I've been wanting to write this blog post for quite some time, but reading this on TechCrunch suggesting that we should all get used to people being rude was the straw that broke the camels back.
The writer, MG Sieger, talks about checking his phone while at the dinner table and that his mother would rather he didn't, to his annoyance.
I read it all twice to check I was a) conscious and b) not blind, and then tried to think back to when I last disagreed with someone with the same magnitude. After a second or two I decided that I'd never disagreed with someone this much. Ever. Those who know me will hopefully agree that I'm a fairly tolerant chap, but this rudeness got to me.
So, to everyone who checks their phone with alarming regularity whilst with other humans, be it in a pub, cafe, or restaurant, this is for you...
What are you doing on your phone that's more important than the conversation you're currently in? Perhaps you hadn't realised in your digital, tweeting, status-checking state of delerium, but being with mates in the pub is called being sociable. These are your friends - like the ones you have on Facebook, but they actually give a damn about you. They're sat right in front of you, waiting for you to stop gawping at the tweets of someone you've never met and answer their bloody question.
I know checking your phone is habit, like heading straight to Facebook after opening a new browser window, but it's still unacceptable with others around you.
Just got a text? Of course you'd know, because your phone's on the fucking table, but does it need to be replied to right this very second? No. If the sender needed an instant reply because their house is on fire or they've lost their daughter then they'd call you, or someone less moronic.
So you've checked it anyway. Hey, it might be work-related! Only it's not, because it's probably your mum. Or Vodafone. But you checked, then you type out a reply, while your mates sit awkwardly waiting for you to rejoin that social network also known as the real world. Sure, they could keep talking, but then you're not listening so you'll butt in in a few minutes asking what they're talking about.

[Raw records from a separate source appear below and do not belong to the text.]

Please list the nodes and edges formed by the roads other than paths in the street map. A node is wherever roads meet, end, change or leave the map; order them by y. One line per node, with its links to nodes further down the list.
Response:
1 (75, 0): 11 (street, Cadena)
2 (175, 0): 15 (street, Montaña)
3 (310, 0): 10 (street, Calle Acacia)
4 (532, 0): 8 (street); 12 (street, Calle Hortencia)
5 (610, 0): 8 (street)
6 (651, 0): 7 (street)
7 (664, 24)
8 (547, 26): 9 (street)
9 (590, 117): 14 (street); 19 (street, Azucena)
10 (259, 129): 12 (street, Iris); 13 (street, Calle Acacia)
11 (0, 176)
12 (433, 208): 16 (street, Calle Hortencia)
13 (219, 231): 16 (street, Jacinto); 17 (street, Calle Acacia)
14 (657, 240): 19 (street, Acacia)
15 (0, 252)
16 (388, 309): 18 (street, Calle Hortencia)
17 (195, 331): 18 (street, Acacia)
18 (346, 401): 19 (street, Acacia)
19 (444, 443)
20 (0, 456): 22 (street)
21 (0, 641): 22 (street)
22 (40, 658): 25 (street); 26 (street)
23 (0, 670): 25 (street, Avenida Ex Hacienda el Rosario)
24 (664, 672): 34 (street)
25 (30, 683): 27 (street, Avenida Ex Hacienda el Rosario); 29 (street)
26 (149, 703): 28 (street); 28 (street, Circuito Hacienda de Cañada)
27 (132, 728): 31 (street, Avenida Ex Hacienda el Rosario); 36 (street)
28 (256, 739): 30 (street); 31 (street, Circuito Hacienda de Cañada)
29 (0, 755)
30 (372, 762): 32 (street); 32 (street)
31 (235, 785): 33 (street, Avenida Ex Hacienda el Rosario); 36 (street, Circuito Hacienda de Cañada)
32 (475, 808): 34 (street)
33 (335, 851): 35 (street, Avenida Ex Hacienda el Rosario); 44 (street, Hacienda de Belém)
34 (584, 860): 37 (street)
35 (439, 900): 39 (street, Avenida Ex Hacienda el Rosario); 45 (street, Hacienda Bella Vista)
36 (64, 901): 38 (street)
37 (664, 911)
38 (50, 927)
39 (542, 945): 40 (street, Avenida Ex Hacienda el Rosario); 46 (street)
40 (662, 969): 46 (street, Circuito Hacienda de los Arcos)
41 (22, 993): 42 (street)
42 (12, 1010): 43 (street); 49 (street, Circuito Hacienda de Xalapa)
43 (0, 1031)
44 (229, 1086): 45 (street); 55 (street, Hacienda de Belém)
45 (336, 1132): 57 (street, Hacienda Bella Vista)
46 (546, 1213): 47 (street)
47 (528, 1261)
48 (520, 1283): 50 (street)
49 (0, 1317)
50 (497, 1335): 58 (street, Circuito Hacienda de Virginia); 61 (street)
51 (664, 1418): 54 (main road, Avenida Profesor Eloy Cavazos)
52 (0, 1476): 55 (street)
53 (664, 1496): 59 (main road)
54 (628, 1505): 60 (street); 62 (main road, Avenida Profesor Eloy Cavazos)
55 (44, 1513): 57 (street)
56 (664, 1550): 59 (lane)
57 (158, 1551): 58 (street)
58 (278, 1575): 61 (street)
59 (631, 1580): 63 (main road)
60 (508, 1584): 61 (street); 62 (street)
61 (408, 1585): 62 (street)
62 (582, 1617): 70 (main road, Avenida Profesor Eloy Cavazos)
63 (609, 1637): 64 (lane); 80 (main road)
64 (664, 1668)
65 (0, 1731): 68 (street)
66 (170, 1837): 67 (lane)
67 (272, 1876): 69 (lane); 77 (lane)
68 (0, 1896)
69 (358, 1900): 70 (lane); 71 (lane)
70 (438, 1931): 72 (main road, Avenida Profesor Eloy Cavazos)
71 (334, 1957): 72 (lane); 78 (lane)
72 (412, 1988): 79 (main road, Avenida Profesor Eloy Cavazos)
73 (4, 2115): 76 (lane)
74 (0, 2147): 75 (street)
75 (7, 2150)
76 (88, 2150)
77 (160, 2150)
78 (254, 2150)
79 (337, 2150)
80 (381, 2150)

Incase you hadn't noticed - which you probably hadn't, because staring at your MSN contacts list is way more important - there's a sort of social hierarchy that you should probably stick to. At the top there's the people you are with right now; be it your mates, your mum or your bank manager, they take priority. So when you get a text/email/tweet/event invite/phone call LEAVE IT ALONE. It can wait a minute can't it? Yes. Yes it can, until your current conversation is over. Answering your phone while being served at a shop? I'm queuing behind you, wondering if I could tear your fingernails off one by one with a rusty key.
If I come back from the bathroom and see you checking your phone, that's cool, go ahead. You found a sensible time to check your tweets. You clever human, you.
Just because we all carry iPhones or whatever that leave us connected to the Internet 24/7 doesn't mean we need to be connected the whole time. MSN on your phone? Great for a long train journey, but in the pub? Turn the damn thing off and pay attention.
I should say that this post isn't aimed at any one person but Mr Siegler's blog post annoyed me. If you've made it this far then well done, you may check your phone now.